__TASK REQUIREMENTS__. Pictures are to be dropped from the copy. Retype the listing exactly.

__AVAILABLE DATA__.
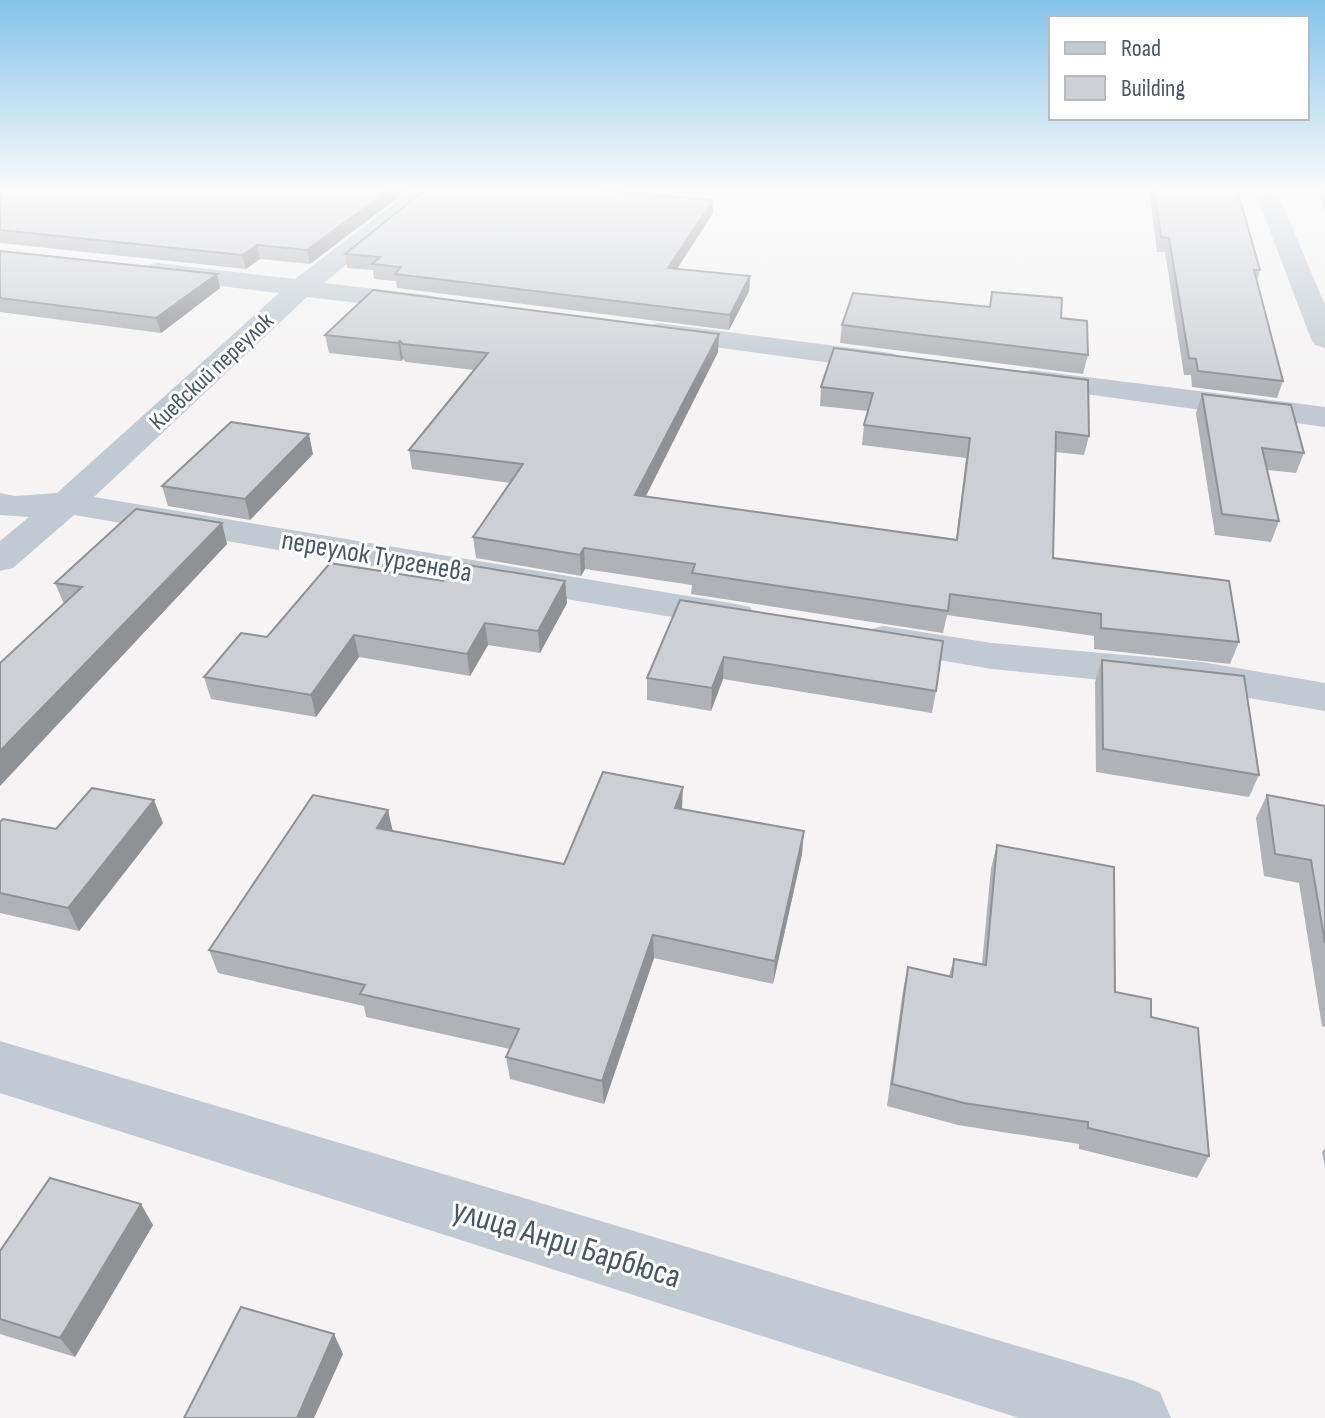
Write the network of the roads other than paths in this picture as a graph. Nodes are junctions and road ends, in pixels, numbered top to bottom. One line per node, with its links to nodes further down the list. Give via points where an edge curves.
1 (343, 255): 4 (street, Киевский переулок)
2 (1291, 255): 7 (street)
3 (127, 267): 4 (street)
4 (302, 287): 5 (street); 11 (street, Киевский переулок)
5 (459, 307)
6 (632, 329): 8 (street)
7 (1325, 339)
8 (916, 365)
9 (1010, 377): 10 (street)
10 (1325, 417)
11 (67, 503): 12 (street, переулок Тургенева); 13 (street, Киевский переулок); 14 (street, переулок Тургенева)
12 (0, 504)
13 (0, 560)
14 (777, 622)
15 (854, 634): 16 (street, via 992,656 1202,676)
16 (1325, 697)
17 (0, 1067): 18 (street, улица Анри Барбюса)
18 (1134, 1418)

__SOLUTION FOR THIS EXERCISE__.
Write the network of the roads other than paths in this picture as a graph. Nodes are junctions and road ends, in pixels, numbered top to bottom. One line per node, with its links to nodes further down the list. Give via points where an edge curves.
1 (343, 255): 4 (street, Киевский переулок)
2 (1291, 255): 7 (street)
3 (127, 267): 4 (street)
4 (302, 287): 5 (street); 11 (street, Киевский переулок)
5 (459, 307)
6 (632, 329): 8 (street)
7 (1325, 339)
8 (916, 365)
9 (1010, 377): 10 (street)
10 (1325, 417)
11 (67, 503): 12 (street, переулок Тургенева); 13 (street, Киевский переулок); 14 (street, переулок Тургенева)
12 (0, 504)
13 (0, 560)
14 (777, 622)
15 (854, 634): 16 (street, via 992,656 1202,676)
16 (1325, 697)
17 (0, 1067): 18 (street, улица Анри Барбюса)
18 (1134, 1418)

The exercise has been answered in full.